» Task objective:
Return the records that follow, unchanged and complete.

» Input data:
........

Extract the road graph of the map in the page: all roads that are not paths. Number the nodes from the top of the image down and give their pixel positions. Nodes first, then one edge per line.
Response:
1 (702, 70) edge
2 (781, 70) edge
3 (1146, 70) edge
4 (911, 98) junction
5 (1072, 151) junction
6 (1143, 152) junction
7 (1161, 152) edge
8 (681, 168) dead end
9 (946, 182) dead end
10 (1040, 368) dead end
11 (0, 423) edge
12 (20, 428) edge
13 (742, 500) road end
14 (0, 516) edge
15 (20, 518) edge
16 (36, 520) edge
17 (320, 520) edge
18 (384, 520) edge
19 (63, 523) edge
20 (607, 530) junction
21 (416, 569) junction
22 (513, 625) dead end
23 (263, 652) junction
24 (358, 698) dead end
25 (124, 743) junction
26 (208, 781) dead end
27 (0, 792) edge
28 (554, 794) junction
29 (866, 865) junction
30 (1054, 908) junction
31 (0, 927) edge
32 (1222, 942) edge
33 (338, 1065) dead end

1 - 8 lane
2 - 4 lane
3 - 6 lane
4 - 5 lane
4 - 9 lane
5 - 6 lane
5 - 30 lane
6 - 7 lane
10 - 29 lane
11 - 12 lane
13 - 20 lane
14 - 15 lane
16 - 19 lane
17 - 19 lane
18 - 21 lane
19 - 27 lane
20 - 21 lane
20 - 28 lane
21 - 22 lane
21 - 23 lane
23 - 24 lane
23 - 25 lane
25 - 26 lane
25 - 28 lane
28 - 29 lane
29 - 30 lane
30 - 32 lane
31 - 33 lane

........

» Final answer:
Extract the road graph of the map in the page: all roads that are not paths. Number the nodes from the top of the image down and give their pixel positions. Nodes first, then one edge per line.
Response:
1 (702, 70) edge
2 (781, 70) edge
3 (1146, 70) edge
4 (911, 98) junction
5 (1072, 151) junction
6 (1143, 152) junction
7 (1161, 152) edge
8 (681, 168) dead end
9 (946, 182) dead end
10 (1040, 368) dead end
11 (0, 423) edge
12 (20, 428) edge
13 (742, 500) road end
14 (0, 516) edge
15 (20, 518) edge
16 (36, 520) edge
17 (320, 520) edge
18 (384, 520) edge
19 (63, 523) edge
20 (607, 530) junction
21 (416, 569) junction
22 (513, 625) dead end
23 (263, 652) junction
24 (358, 698) dead end
25 (124, 743) junction
26 (208, 781) dead end
27 (0, 792) edge
28 (554, 794) junction
29 (866, 865) junction
30 (1054, 908) junction
31 (0, 927) edge
32 (1222, 942) edge
33 (338, 1065) dead end

1 - 8 lane
2 - 4 lane
3 - 6 lane
4 - 5 lane
4 - 9 lane
5 - 6 lane
5 - 30 lane
6 - 7 lane
10 - 29 lane
11 - 12 lane
13 - 20 lane
14 - 15 lane
16 - 19 lane
17 - 19 lane
18 - 21 lane
19 - 27 lane
20 - 21 lane
20 - 28 lane
21 - 22 lane
21 - 23 lane
23 - 24 lane
23 - 25 lane
25 - 26 lane
25 - 28 lane
28 - 29 lane
29 - 30 lane
30 - 32 lane
31 - 33 lane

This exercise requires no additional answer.